• _Data entries_
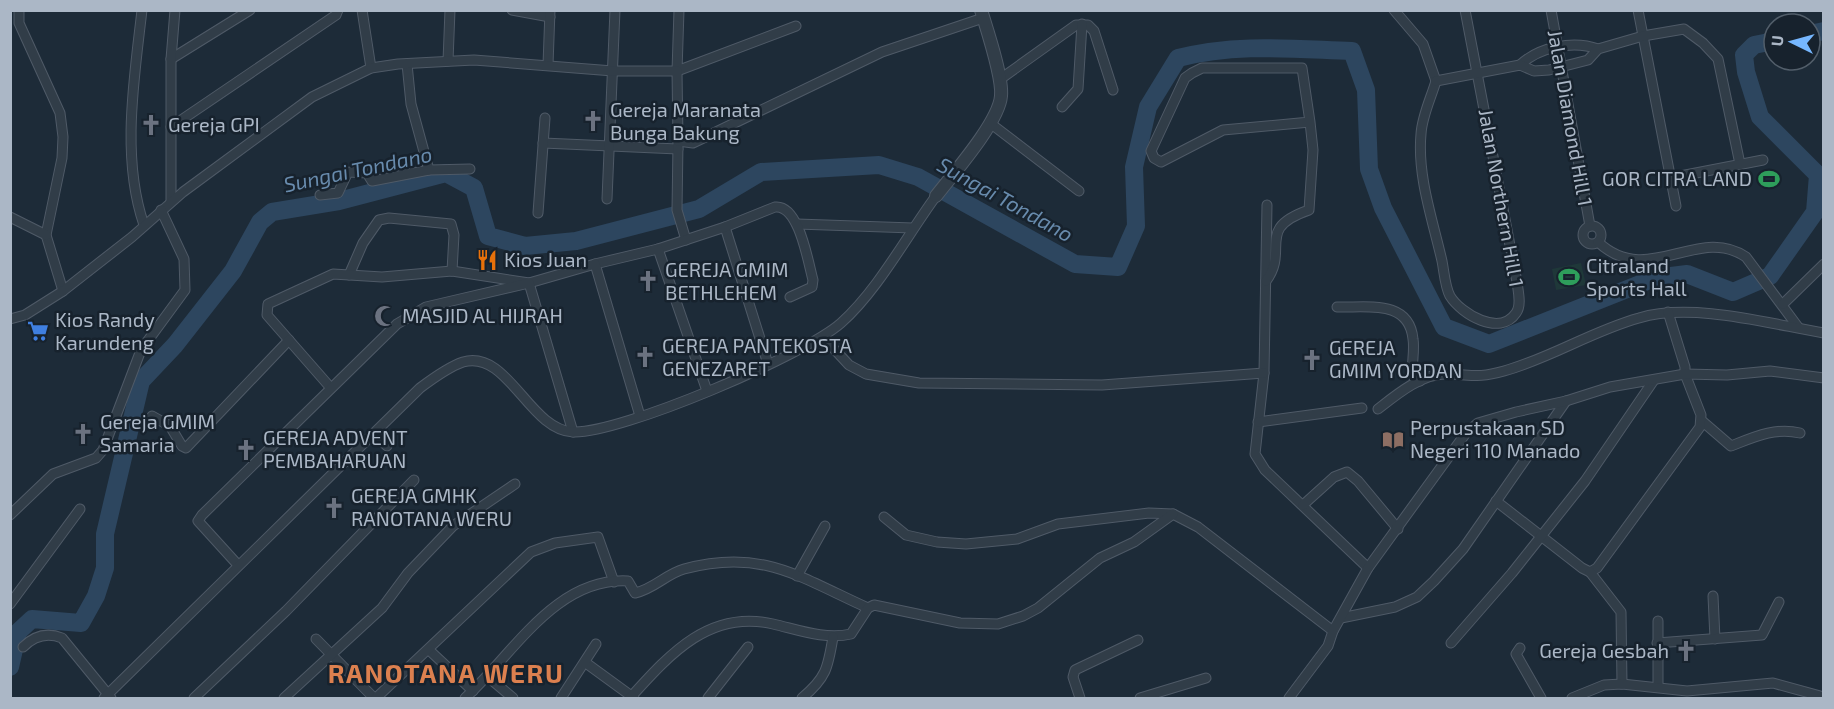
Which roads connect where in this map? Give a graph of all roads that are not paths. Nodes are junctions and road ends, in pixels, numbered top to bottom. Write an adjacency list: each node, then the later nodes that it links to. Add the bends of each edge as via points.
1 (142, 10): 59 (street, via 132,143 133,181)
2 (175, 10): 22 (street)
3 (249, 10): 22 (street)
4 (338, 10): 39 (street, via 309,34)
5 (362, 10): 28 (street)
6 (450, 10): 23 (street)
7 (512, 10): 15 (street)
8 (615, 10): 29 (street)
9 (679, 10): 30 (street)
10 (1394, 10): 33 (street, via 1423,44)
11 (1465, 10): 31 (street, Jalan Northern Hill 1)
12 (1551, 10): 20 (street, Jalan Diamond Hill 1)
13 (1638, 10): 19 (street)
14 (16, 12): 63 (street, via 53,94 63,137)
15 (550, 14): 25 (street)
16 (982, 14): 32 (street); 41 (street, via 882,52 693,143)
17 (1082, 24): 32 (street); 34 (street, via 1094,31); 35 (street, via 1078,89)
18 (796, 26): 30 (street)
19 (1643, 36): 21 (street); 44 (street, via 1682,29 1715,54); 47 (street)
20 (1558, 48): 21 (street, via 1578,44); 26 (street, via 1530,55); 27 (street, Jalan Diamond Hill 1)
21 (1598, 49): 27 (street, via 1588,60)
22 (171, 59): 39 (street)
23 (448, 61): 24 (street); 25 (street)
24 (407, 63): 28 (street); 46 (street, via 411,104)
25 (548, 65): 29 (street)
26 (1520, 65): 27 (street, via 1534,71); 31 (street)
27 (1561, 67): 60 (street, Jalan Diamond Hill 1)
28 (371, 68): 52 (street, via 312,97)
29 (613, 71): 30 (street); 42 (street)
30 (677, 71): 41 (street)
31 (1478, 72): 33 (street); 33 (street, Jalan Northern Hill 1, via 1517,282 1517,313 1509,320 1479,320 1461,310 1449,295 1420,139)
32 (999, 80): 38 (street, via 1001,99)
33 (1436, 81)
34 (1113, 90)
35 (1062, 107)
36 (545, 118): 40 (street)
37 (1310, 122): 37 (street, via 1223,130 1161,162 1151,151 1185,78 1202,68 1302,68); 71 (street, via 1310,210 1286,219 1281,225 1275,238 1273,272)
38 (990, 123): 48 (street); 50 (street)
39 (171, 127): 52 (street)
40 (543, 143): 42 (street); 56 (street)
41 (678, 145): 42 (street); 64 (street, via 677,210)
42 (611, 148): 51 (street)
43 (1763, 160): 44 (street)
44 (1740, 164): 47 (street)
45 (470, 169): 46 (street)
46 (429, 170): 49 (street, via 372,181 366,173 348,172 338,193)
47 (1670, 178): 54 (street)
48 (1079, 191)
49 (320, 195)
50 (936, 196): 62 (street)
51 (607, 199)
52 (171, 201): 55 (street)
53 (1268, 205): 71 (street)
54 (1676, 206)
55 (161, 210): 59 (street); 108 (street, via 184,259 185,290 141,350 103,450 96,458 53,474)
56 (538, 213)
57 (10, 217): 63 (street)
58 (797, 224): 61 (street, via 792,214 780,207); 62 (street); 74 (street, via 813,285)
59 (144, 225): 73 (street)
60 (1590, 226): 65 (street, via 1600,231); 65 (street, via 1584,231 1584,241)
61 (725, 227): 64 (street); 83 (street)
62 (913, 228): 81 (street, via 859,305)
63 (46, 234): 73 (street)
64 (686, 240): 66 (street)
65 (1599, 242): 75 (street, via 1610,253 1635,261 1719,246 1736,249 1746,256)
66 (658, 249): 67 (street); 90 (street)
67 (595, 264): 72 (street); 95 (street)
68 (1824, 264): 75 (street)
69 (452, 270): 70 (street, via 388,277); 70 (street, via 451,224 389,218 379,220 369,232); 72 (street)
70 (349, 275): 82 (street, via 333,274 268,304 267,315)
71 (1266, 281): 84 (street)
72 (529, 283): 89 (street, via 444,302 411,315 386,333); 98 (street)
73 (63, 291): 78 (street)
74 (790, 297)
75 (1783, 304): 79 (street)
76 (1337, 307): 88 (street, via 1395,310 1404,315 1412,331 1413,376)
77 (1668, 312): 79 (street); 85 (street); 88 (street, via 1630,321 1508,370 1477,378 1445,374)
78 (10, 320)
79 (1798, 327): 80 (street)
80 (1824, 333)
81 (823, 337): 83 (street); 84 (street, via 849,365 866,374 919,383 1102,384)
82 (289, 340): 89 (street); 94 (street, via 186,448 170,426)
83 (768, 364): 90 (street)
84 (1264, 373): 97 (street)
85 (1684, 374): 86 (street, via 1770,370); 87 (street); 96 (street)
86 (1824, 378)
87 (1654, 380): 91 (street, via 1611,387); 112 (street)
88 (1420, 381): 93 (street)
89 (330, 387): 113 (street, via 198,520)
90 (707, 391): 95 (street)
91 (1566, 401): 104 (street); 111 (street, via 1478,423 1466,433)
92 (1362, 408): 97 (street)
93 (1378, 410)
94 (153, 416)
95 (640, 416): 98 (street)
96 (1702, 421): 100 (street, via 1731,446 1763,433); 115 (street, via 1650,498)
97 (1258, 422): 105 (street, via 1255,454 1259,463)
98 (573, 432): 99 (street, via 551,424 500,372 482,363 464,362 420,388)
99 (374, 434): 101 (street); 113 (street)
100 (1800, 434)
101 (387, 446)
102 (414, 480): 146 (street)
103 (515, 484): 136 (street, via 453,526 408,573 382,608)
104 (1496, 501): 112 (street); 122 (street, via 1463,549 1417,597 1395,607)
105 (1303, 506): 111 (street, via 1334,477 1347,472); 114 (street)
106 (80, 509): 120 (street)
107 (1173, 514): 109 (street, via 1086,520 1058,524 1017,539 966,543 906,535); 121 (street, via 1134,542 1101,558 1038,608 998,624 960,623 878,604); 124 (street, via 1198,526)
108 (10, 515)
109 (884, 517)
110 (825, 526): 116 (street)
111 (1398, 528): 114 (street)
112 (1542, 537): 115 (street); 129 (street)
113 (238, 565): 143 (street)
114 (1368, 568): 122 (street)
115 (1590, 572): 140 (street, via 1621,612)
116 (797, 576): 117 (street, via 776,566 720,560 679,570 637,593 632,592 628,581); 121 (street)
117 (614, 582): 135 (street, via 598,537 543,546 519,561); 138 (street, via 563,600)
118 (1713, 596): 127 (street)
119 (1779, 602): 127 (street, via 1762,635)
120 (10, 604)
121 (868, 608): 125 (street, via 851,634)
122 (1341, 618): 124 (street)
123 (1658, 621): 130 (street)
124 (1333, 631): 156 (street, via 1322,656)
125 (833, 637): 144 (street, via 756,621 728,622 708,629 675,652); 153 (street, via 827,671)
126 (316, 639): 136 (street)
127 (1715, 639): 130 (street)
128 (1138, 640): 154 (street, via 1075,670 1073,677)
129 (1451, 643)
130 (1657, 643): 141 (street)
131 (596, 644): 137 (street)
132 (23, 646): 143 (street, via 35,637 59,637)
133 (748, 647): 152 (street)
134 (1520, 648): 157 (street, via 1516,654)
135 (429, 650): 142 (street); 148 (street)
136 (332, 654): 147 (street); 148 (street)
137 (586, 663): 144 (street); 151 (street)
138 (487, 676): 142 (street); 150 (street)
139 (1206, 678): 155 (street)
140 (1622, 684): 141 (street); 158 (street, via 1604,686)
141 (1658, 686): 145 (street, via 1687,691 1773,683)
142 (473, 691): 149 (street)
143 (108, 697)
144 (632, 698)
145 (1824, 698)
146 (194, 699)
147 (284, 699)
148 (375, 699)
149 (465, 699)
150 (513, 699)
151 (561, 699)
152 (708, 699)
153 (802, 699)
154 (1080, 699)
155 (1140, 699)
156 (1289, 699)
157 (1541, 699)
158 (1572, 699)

• _What you are asked to do_
Pictures are to be left out; the records above must be repeated word for word.

• _Response area_
Which roads connect where in this map? Give a graph of all roads that are not paths. Nodes are junctions and road ends, in pixels, numbered top to bottom. Write an adjacency list: each node, then the later nodes that it links to. Add the bends of each edge as via points.
1 (142, 10): 59 (street, via 132,143 133,181)
2 (175, 10): 22 (street)
3 (249, 10): 22 (street)
4 (338, 10): 39 (street, via 309,34)
5 (362, 10): 28 (street)
6 (450, 10): 23 (street)
7 (512, 10): 15 (street)
8 (615, 10): 29 (street)
9 (679, 10): 30 (street)
10 (1394, 10): 33 (street, via 1423,44)
11 (1465, 10): 31 (street, Jalan Northern Hill 1)
12 (1551, 10): 20 (street, Jalan Diamond Hill 1)
13 (1638, 10): 19 (street)
14 (16, 12): 63 (street, via 53,94 63,137)
15 (550, 14): 25 (street)
16 (982, 14): 32 (street); 41 (street, via 882,52 693,143)
17 (1082, 24): 32 (street); 34 (street, via 1094,31); 35 (street, via 1078,89)
18 (796, 26): 30 (street)
19 (1643, 36): 21 (street); 44 (street, via 1682,29 1715,54); 47 (street)
20 (1558, 48): 21 (street, via 1578,44); 26 (street, via 1530,55); 27 (street, Jalan Diamond Hill 1)
21 (1598, 49): 27 (street, via 1588,60)
22 (171, 59): 39 (street)
23 (448, 61): 24 (street); 25 (street)
24 (407, 63): 28 (street); 46 (street, via 411,104)
25 (548, 65): 29 (street)
26 (1520, 65): 27 (street, via 1534,71); 31 (street)
27 (1561, 67): 60 (street, Jalan Diamond Hill 1)
28 (371, 68): 52 (street, via 312,97)
29 (613, 71): 30 (street); 42 (street)
30 (677, 71): 41 (street)
31 (1478, 72): 33 (street); 33 (street, Jalan Northern Hill 1, via 1517,282 1517,313 1509,320 1479,320 1461,310 1449,295 1420,139)
32 (999, 80): 38 (street, via 1001,99)
33 (1436, 81)
34 (1113, 90)
35 (1062, 107)
36 (545, 118): 40 (street)
37 (1310, 122): 37 (street, via 1223,130 1161,162 1151,151 1185,78 1202,68 1302,68); 71 (street, via 1310,210 1286,219 1281,225 1275,238 1273,272)
38 (990, 123): 48 (street); 50 (street)
39 (171, 127): 52 (street)
40 (543, 143): 42 (street); 56 (street)
41 (678, 145): 42 (street); 64 (street, via 677,210)
42 (611, 148): 51 (street)
43 (1763, 160): 44 (street)
44 (1740, 164): 47 (street)
45 (470, 169): 46 (street)
46 (429, 170): 49 (street, via 372,181 366,173 348,172 338,193)
47 (1670, 178): 54 (street)
48 (1079, 191)
49 (320, 195)
50 (936, 196): 62 (street)
51 (607, 199)
52 (171, 201): 55 (street)
53 (1268, 205): 71 (street)
54 (1676, 206)
55 (161, 210): 59 (street); 108 (street, via 184,259 185,290 141,350 103,450 96,458 53,474)
56 (538, 213)
57 (10, 217): 63 (street)
58 (797, 224): 61 (street, via 792,214 780,207); 62 (street); 74 (street, via 813,285)
59 (144, 225): 73 (street)
60 (1590, 226): 65 (street, via 1600,231); 65 (street, via 1584,231 1584,241)
61 (725, 227): 64 (street); 83 (street)
62 (913, 228): 81 (street, via 859,305)
63 (46, 234): 73 (street)
64 (686, 240): 66 (street)
65 (1599, 242): 75 (street, via 1610,253 1635,261 1719,246 1736,249 1746,256)
66 (658, 249): 67 (street); 90 (street)
67 (595, 264): 72 (street); 95 (street)
68 (1824, 264): 75 (street)
69 (452, 270): 70 (street, via 388,277); 70 (street, via 451,224 389,218 379,220 369,232); 72 (street)
70 (349, 275): 82 (street, via 333,274 268,304 267,315)
71 (1266, 281): 84 (street)
72 (529, 283): 89 (street, via 444,302 411,315 386,333); 98 (street)
73 (63, 291): 78 (street)
74 (790, 297)
75 (1783, 304): 79 (street)
76 (1337, 307): 88 (street, via 1395,310 1404,315 1412,331 1413,376)
77 (1668, 312): 79 (street); 85 (street); 88 (street, via 1630,321 1508,370 1477,378 1445,374)
78 (10, 320)
79 (1798, 327): 80 (street)
80 (1824, 333)
81 (823, 337): 83 (street); 84 (street, via 849,365 866,374 919,383 1102,384)
82 (289, 340): 89 (street); 94 (street, via 186,448 170,426)
83 (768, 364): 90 (street)
84 (1264, 373): 97 (street)
85 (1684, 374): 86 (street, via 1770,370); 87 (street); 96 (street)
86 (1824, 378)
87 (1654, 380): 91 (street, via 1611,387); 112 (street)
88 (1420, 381): 93 (street)
89 (330, 387): 113 (street, via 198,520)
90 (707, 391): 95 (street)
91 (1566, 401): 104 (street); 111 (street, via 1478,423 1466,433)
92 (1362, 408): 97 (street)
93 (1378, 410)
94 (153, 416)
95 (640, 416): 98 (street)
96 (1702, 421): 100 (street, via 1731,446 1763,433); 115 (street, via 1650,498)
97 (1258, 422): 105 (street, via 1255,454 1259,463)
98 (573, 432): 99 (street, via 551,424 500,372 482,363 464,362 420,388)
99 (374, 434): 101 (street); 113 (street)
100 (1800, 434)
101 (387, 446)
102 (414, 480): 146 (street)
103 (515, 484): 136 (street, via 453,526 408,573 382,608)
104 (1496, 501): 112 (street); 122 (street, via 1463,549 1417,597 1395,607)
105 (1303, 506): 111 (street, via 1334,477 1347,472); 114 (street)
106 (80, 509): 120 (street)
107 (1173, 514): 109 (street, via 1086,520 1058,524 1017,539 966,543 906,535); 121 (street, via 1134,542 1101,558 1038,608 998,624 960,623 878,604); 124 (street, via 1198,526)
108 (10, 515)
109 (884, 517)
110 (825, 526): 116 (street)
111 (1398, 528): 114 (street)
112 (1542, 537): 115 (street); 129 (street)
113 (238, 565): 143 (street)
114 (1368, 568): 122 (street)
115 (1590, 572): 140 (street, via 1621,612)
116 (797, 576): 117 (street, via 776,566 720,560 679,570 637,593 632,592 628,581); 121 (street)
117 (614, 582): 135 (street, via 598,537 543,546 519,561); 138 (street, via 563,600)
118 (1713, 596): 127 (street)
119 (1779, 602): 127 (street, via 1762,635)
120 (10, 604)
121 (868, 608): 125 (street, via 851,634)
122 (1341, 618): 124 (street)
123 (1658, 621): 130 (street)
124 (1333, 631): 156 (street, via 1322,656)
125 (833, 637): 144 (street, via 756,621 728,622 708,629 675,652); 153 (street, via 827,671)
126 (316, 639): 136 (street)
127 (1715, 639): 130 (street)
128 (1138, 640): 154 (street, via 1075,670 1073,677)
129 (1451, 643)
130 (1657, 643): 141 (street)
131 (596, 644): 137 (street)
132 (23, 646): 143 (street, via 35,637 59,637)
133 (748, 647): 152 (street)
134 (1520, 648): 157 (street, via 1516,654)
135 (429, 650): 142 (street); 148 (street)
136 (332, 654): 147 (street); 148 (street)
137 (586, 663): 144 (street); 151 (street)
138 (487, 676): 142 (street); 150 (street)
139 (1206, 678): 155 (street)
140 (1622, 684): 141 (street); 158 (street, via 1604,686)
141 (1658, 686): 145 (street, via 1687,691 1773,683)
142 (473, 691): 149 (street)
143 (108, 697)
144 (632, 698)
145 (1824, 698)
146 (194, 699)
147 (284, 699)
148 (375, 699)
149 (465, 699)
150 (513, 699)
151 (561, 699)
152 (708, 699)
153 (802, 699)
154 (1080, 699)
155 (1140, 699)
156 (1289, 699)
157 (1541, 699)
158 (1572, 699)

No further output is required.